**REQUIRED WORK**
Extract the complete listing and repeat it word for word.

**THE DATA**
──────────────────────────────
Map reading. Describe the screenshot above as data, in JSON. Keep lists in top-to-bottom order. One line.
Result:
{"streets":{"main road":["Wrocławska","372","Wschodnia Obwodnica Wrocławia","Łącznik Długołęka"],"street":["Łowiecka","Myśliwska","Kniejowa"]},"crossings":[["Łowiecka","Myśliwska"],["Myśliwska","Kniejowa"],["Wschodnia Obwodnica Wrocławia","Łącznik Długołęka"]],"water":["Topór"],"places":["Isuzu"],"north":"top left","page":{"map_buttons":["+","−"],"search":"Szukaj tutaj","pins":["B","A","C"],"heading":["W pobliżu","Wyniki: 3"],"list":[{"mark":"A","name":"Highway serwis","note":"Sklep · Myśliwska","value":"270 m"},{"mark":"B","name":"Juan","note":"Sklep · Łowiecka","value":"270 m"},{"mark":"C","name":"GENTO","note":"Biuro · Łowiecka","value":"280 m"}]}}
──────────────────────────────
**SOLUTION**
Map reading. Describe the screenshot above as data, in JSON. Keep lists in top-to-bottom order. One line.
Result:
{"streets":{"main road":["Wrocławska","372","Wschodnia Obwodnica Wrocławia","Łącznik Długołęka"],"street":["Łowiecka","Myśliwska","Kniejowa"]},"crossings":[["Łowiecka","Myśliwska"],["Myśliwska","Kniejowa"],["Wschodnia Obwodnica Wrocławia","Łącznik Długołęka"]],"water":["Topór"],"places":["Isuzu"],"north":"top left","page":{"map_buttons":["+","−"],"search":"Szukaj tutaj","pins":["B","A","C"],"heading":["W pobliżu","Wyniki: 3"],"list":[{"mark":"A","name":"Highway serwis","note":"Sklep · Myśliwska","value":"270 m"},{"mark":"B","name":"Juan","note":"Sklep · Łowiecka","value":"270 m"},{"mark":"C","name":"GENTO","note":"Biuro · Łowiecka","value":"280 m"}]}}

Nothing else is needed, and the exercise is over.